PRIMA LE RIFORME POI I NEGOZIATI SUL PIANO DI AIUTI – I punti dell’accordo dell’accordo approvato all’unanimità dai leader politici della zona euro lunedì mattina a valle di un Eurosummit dalla durata record di oltre 17 ore, del resto, parlano chiaro. Per poter avviare un negoziato sul terzo piano triennale di finanziamenti internazionali, questa volta da 82-86 miliardi, Atene ha innanzitutto 48 ore per varare le riforme dell’Iva, delle pensioni e dell’Elstat (l’istituto nazionale di statistica), oltre a introdurre tagli semi-automatici alla spesa in caso di deviazioni dall’obiettivo del surplus primario. “Solo conseguentemente alla implementazione legale delle prime quattro misure su menzionate – recita il documento – così come alla assunzione di tutti gli impegni inclusi in questo documento dal Parlamento greco, verificato dalle istituzioni e dall’Eurogruppo, potrà essere presa la decisione di dare mandato alle istituzioni di negoziare un memorandum di intesa”.
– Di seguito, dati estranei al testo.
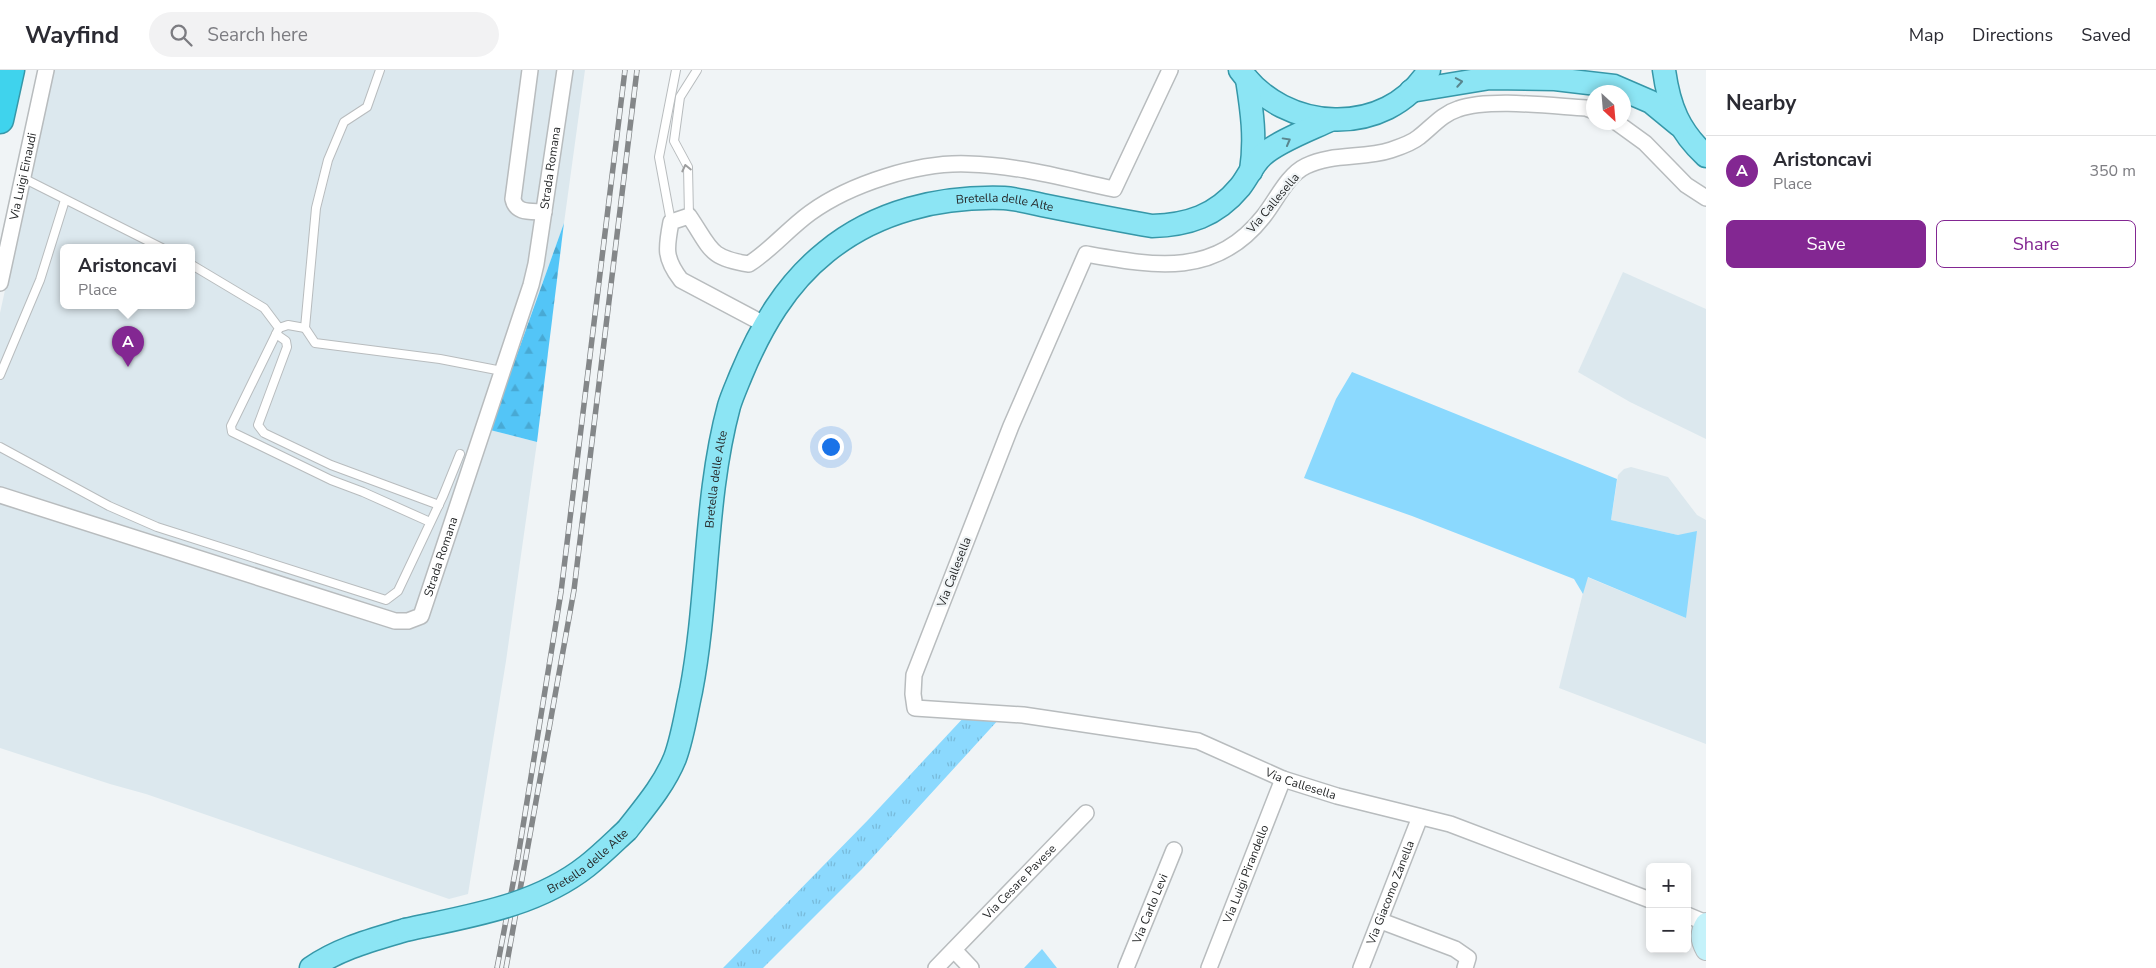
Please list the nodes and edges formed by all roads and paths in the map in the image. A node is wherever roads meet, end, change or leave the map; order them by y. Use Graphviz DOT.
graph roads {
  1 [pos="11,70"];
  2 [pos="46,70"];
  3 [pos="380,70"];
  4 [pos="530,70"];
  5 [pos="565,70"];
  6 [pos="676,70"];
  7 [pos="697,70"];
  8 [pos="1170,70"];
  9 [pos="1429,70"];
  10 [pos="1665,74"];
  11 [pos="1243,75"];
  12 [pos="1411,91"];
  13 [pos="1586,108"];
  14 [pos="0,120"];
  15 [pos="1330,120"];
  16 [pos="1679,124"];
  17 [pos="1627,130"];
  18 [pos="1706,156"];
  19 [pos="1250,171"];
  20 [pos="23,178"];
  21 [pos="1706,198"];
  22 [pos="65,200"];
  23 [pos="544,212"];
  24 [pos="688,216"];
  25 [pos="671,222"];
  26 [pos="154,244"];
  27 [pos="195,267"];
  28 [pos="0,284"];
  29 [pos="764,324"];
  30 [pos="305,328"];
  31 [pos="278,331"];
  32 [pos="502,371"];
  33 [pos="0,375"];
  34 [pos="0,447"];
  35 [pos="460,454"];
  36 [pos="0,494"];
  37 [pos="439,504"];
  38 [pos="430,522"];
  39 [pos="1283,779"];
  40 [pos="1086,813"];
  41 [pos="1420,817"];
  42 [pos="1174,850"];
  43 [pos="1646,898"];
  44 [pos="1691,917"];
  45 [pos="1381,921"];
  46 [pos="1706,923"];
  47 [pos="954,950"];
  48 [pos="1706,950"];
  49 [pos="311,968"];
  50 [pos="936,968"];
  51 [pos="971,968"];
  52 [pos="1126,968"];
  53 [pos="1209,968"];
  54 [pos="1361,968"];
  55 [pos="1465,968"];
  1 -- 14 [label="highway"];
  2 -- 20 [label="street, Via Luigi Einaudi"];
  3 -- 30 [label="lane"];
  4 -- 23 [label="street"];
  5 -- 23 [label="street, Strada Romana"];
  6 -- 25 [label="lane"];
  24 -- 7 [label="lane, one-way"];
  8 -- 24 [label="street"];
  9 -- 12 [label="main road"];
  10 -- 16 [label="main road"];
  11 -- 15 [label="main road"];
  11 -- 19 [label="main road, Bretella delle Alte"];
  12 -- 15 [label="main road"];
  12 -- 16 [label="main road, one-way"];
  13 -- 39 [label="street, Via Callesella"];
  19 -- 15 [label="main road, Bretella delle Alte, one-way"];
  16 -- 18 [label="main road"];
  17 -- 21 [label="street"];
  19 -- 29 [label="main road, Bretella delle Alte"];
  20 -- 22 [label="lane"];
  20 -- 28 [label="street, Via Luigi Einaudi"];
  22 -- 26 [label="lane"];
  22 -- 33 [label="lane"];
  23 -- 32 [label="street, Strada Romana"];
  24 -- 25 [label="street"];
  25 -- 29 [label="street"];
  27 -- 31 [label="lane"];
  29 -- 49 [label="main road, Bretella delle Alte, bridge"];
  30 -- 31 [label="lane"];
  30 -- 32 [label="lane"];
  31 -- 37 [label="lane"];
  31 -- 38 [label="lane"];
  32 -- 36 [label="street, Strada Romana"];
  34 -- 38 [label="lane"];
  35 -- 37 [label="lane"];
  37 -- 38 [label="lane"];
  39 -- 41 [label="street, Via Callesella"];
  39 -- 53 [label="street, Via Luigi Pirandello"];
  40 -- 47 [label="street, Via Cesare Pavese"];
  41 -- 43 [label="street, Via Callesella"];
  41 -- 45 [label="street, Via Giacomo Zanella"];
  42 -- 52 [label="street, Via Carlo Levi"];
  44 -- 46 [label="street"];
  45 -- 54 [label="street, Via Giacomo Zanella"];
  45 -- 55 [label="street"];
  46 -- 48 [label="main road"];
  47 -- 50 [label="street, Via Cesare Pavese"];
  47 -- 51 [label="street"];
}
LE BANCHE POSSONO ASPETTARE FINO AL 22 LUGLIO – Nove, invece, i giorni a disposizione per adottare la riforma del codice di procedura civile e recepire la direttiva Brrd (Bank Recovery and Resolution Directive) sul fallimento degli istituti di credito per introdurre il nuovo sistema europeo di salvataggio delle banche, il cosiddetto bail in, che affianca l’intervento esterno (bail out) ad appunto quello interno, cioè il contributo a vario titolo di azionisti e correntisti con depositi al di sopra dei 100mila euro. Questione non da poco, quest’ultima, visto che un intervento sulle banche greche sembra ormai inevitabile, ma senza il recepimento della direttiva sarebbe tecnicamente difficile. E che è stata curiosamente postposta, quando invece sarebbe prioritaria date le condizioni degli istituti ellenici ormai chiusi da due settimane e, secondo i ministri delle finanze della zona euro, bisognosi della disponibilità immediata di una decina di miliardi.
LA RESTAURAZIONE DELLA TROIKA CON LA CANCELLAZIONE DEL NORME IN CONTRASTO – Tra gli impegni sicuramente più sgraditi ai greci, spicca il ritorno del commissariamento da parte dell’odiata Troika. Quest’ultima non riavvierà solo le sue ispezioni in loco per “normalizzare pienamente i metodi con le istituzioni, incluso il necessario lavoro sul campo, per migliorare l’implementazione e il monitoraggio del programma”. D’ora in avanti, si legge infatti nel documento, “il governo necessita di consultarsi e accordarsi con le istituzioni (Commissione Ue, Fmi e Bce, appunto, ndr) su tutte le bozze di legge in aree rilevanti, con un anticipo di tempo adeguato, prima di sottoporle alla consultazione pubblica o al Parlamento”.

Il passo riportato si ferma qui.